Sabtu, 02 Juni 2012

Pancasila dalam Kontestasi Ideologi


Pancasila dalam Kontestasi Ideologi
Munawir Aziz ; Mahasiswa Center for Religious and Cross-Cultural Studies (CRCS) Sekolah Pascasarjana Universitas Gadjah Mada (UGM), Yogyakarta
SUMBER :  KORAN TEMPO, 1 Juni 2012


Refleksi ideologi kebangsaan saat ini berlangsung saat Indonesia sedang berkabung. Kemerdekaan negeri yang berumur 66 tahun hanya dipenuhi dengan janji-janji palsu, penyelewengan kekuasaan, hingga perebutan proyek yang berujung korupsi. Langit Indonesia tak lagi lantang mengabarkan pidato Sukarno, renungan Hatta, perdebatan Syahrir, hingga fatwa Hasyim Asy’ari maupun bimbingan Ahmad Dahlan.

Langit Indonesia justru semakin sering mengabarkan ihwal kemurungan: kekerasan atas nama agama, sengketa etnis, korupsi elite pejabat, hingga musibah yang tiada akhir. Nama Indonesia menjadi penuh dengan keringat dan air mata. Keringat rakyat kecil yang bekerja penuh waktu, diselingi tawa canda penguasa yang sibuk membagi harta. Air mata anak-anak yang diterjang bencana, tak jelas sekolah dan masa depannya, berbenturan dengan birokrat yang doyan bersafari dan menghabiskan uang negara.

Semua ini sangat kontras dengan semangat kemerdekaan, reformasi, serta latar belakang ideologi Pancasila. Pada 1908, Boedi Oetomo didirikan untuk menjadi cambuk perjuangan pemuda guna mengusung cita-cita keindonesiaan. Sumpah Pemuda 1928 merupakan titik selanjutnya untuk menyebut traktat kebangkitan pemuda Indonesia.

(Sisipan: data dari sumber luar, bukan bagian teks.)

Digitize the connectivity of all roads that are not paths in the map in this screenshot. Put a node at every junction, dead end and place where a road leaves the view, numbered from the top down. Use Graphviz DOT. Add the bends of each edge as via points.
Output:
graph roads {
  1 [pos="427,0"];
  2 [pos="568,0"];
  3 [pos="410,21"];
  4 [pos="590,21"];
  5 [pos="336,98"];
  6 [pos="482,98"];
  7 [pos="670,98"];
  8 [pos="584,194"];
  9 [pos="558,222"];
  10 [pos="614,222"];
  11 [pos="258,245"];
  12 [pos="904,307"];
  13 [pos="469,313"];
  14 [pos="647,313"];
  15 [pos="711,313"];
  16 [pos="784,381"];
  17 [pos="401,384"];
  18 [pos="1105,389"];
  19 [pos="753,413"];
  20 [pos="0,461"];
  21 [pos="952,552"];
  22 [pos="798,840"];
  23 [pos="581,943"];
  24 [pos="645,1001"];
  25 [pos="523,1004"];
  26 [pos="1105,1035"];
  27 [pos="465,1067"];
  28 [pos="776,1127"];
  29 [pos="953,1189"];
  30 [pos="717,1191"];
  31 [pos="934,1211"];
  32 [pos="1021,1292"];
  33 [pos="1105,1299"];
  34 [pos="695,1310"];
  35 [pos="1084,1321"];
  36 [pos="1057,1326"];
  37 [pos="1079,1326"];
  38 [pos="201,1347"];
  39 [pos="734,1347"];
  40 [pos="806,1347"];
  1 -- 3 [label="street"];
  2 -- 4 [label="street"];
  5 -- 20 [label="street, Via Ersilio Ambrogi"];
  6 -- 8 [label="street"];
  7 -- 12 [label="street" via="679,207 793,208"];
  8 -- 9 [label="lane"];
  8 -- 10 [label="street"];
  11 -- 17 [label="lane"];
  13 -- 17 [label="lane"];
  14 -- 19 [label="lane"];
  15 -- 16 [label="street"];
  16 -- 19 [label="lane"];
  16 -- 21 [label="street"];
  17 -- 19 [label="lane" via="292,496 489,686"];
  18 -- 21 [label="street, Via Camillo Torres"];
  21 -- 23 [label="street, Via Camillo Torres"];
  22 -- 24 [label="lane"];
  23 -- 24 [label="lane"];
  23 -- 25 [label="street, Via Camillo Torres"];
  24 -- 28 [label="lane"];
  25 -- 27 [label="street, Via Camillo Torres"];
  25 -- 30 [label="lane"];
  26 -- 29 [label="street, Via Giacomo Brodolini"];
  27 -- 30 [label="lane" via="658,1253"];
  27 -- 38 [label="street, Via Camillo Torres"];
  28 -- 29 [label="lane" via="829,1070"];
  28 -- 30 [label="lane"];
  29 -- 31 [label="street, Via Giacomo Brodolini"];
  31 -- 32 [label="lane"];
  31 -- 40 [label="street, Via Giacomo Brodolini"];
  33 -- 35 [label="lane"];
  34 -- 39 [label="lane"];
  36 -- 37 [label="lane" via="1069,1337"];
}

Peran organisasi kemasyarakatan, semisal Muhammadiyah dan Nahdlatul Ulama, juga tidak bisa dipandang sebelah mata, yang juga mendukung kebangkitan nasional dari sisi keagamaan. Selanjutnya, 17 Agustus 1945 merupakan tahapan selanjutnya untuk mencipta sejarah bangsa: ikrar kemerdekaan Indonesia.

Namun deretan momentum bersejarah dalam kamus revolusi Indonesia hari ini menjadi catatan historis yang berjarak. Dalam artian, pemuda dan masyarakat Indonesia sudah mulai melupakan peristiwa-peristiwa penting dalam sejarah keindonesiaan kita. Hal ini disebabkan oleh menumpuknya keluhan, mandeknya harapan, dan menipisnya optimisme untuk melihat Indonesia masa depan.

Keindonesiaan kita

Indonesia sekarang merupakan Indonesia dengan segudang masalah dan lambatnya pemerintah. Indonesia seakan hanya dikangkangi oleh pejabat bermental preman dan konglomerat yang lupa akan nasib rakyat. Padahal, pada 1 Juni 1945, Sukarno berpidato lantang menggagas konsep dasar negara bahwa Indonesia didirikan tak hanya untuk satu golongan, namun Indonesia buat Indonesia, untuk semua!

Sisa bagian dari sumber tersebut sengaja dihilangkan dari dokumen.